In accordance with ASC Topic 740, the Company analyzed its valuation allowance at December 31, 2011 and determined that, based upon available evidence, it is more likely than not that certain of its deferred tax assets may not be realized and, as such, has established a valuation allowance against certain deferred tax assets. These deferred tax assets include capital loss carryovers and state research and development credits.
As of December 31, 2011, the Company had state research credit carryforwards of $1,033,which will begin to expire in 2016 if not utilized. The Company has federal net operating loss (NOL) carryforwards of approximately $1,070. The federal NOL carryforwards will begin to expire in 2028.

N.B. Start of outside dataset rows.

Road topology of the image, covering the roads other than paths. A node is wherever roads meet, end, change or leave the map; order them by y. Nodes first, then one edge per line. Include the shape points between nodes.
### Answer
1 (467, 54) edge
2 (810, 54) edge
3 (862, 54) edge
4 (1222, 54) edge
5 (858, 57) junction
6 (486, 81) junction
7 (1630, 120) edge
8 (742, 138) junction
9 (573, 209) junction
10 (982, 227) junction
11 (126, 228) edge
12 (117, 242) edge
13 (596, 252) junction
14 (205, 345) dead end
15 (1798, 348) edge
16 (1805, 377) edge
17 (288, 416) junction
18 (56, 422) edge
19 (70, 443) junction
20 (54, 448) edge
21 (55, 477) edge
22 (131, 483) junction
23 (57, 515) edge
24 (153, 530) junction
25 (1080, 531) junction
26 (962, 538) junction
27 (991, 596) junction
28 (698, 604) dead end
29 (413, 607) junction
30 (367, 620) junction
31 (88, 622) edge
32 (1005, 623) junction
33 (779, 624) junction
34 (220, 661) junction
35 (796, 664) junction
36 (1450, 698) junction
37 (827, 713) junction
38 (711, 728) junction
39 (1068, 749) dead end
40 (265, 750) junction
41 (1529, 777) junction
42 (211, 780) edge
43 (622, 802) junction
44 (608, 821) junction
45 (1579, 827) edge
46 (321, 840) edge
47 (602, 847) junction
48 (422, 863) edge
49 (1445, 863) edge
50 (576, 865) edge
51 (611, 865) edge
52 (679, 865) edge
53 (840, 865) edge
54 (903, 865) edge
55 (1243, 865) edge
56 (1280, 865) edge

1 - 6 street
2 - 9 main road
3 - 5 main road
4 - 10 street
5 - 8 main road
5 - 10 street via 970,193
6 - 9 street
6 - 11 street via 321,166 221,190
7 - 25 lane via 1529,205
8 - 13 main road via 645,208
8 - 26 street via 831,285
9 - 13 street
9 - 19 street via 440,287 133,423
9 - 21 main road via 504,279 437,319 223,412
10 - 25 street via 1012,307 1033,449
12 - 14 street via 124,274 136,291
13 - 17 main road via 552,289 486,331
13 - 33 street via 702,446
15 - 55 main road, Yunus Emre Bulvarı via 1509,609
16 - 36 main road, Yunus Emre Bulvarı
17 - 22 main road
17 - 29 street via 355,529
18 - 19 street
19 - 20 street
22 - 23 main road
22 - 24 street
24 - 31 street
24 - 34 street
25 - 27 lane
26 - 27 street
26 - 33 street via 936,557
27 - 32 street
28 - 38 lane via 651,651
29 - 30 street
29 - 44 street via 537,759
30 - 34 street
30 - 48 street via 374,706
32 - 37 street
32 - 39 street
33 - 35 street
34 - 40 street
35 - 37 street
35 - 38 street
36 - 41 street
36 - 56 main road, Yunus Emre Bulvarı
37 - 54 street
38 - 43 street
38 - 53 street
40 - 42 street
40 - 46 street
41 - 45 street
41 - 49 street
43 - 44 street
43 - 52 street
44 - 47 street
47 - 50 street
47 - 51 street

The Company adopted the provisions of Topic 740 related to uncertain tax positions on July 1, 2007. This interpretation clarifies the accounting for uncertain tax positions and requires companies to recognize the impact of a tax position in their financial statements if that position is more likely than not of being sustained on audit, based on the technical merits of the position.

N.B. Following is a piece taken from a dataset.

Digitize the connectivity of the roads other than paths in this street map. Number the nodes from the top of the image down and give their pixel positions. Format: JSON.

The total liability for unrecognized tax benefits at December 31, 2011 and 2010, including temporary tax differences, was $548 and $421, respectively, of which $548 and $421, respectively, would favorably impact our effective tax rate if recognized. As of December 31, 2011 and 2010, we accrued $24 and $17, respectively, in interest and penalties related to unrecognized tax benefits. We account for interest expense and penalties for unrecognized tax benefits as part of our income tax provision. We do not anticipate that unrecognized tax benefits will significantly increase or decrease within 12 months of the reporting date.
During the twelve month period ended December 31, 2011, we increased our liability for unrecognized tax benefits by $127. This increase in our unrecognized tax benefits is mainly a result of utilizing certain tax attributes for which we typically record an unrecognized tax benefit. We recorded an unrecognized tax benefit related to the lapse of applicable statute of limitations of $22 which favorably impacted our effective tax rate. We also added $229 which had an unfavorable impact on our effective tax rate. We recorded an unrecognized tax benefit of $88 related to changes in position regarding federal research and development credits.
During the twelve month period ended December 31, 2010, we decreased our liability for unrecognized tax benefits by $883. This decrease in our unrecognized tax benefits is mainly a result of a settlement with taxing authorities on the utilization of certain tax attributes for which we typically record an unrecognized tax benefit. We recorded a benefit related to the settlement of $937, of which $864 favorably impacted our effective tax rate. We also recorded an unrecognized tax benefit related to the lapse of applicable statute of limitations of $99, of which $99 favorably impacted our effective tax rate. We also added $220 to our liability for unrecognized tax benefits, of which $220 had an unfavorable impact on our effective tax rate.
Although we believe our estimates are reasonable, we can make no assurance that the final tax outcome of these matters will not be different from that which we have reflected in our historical income tax provisions and accruals. Such difference could have a material impact on our income tax provision and operating results in the period in which we make such determination.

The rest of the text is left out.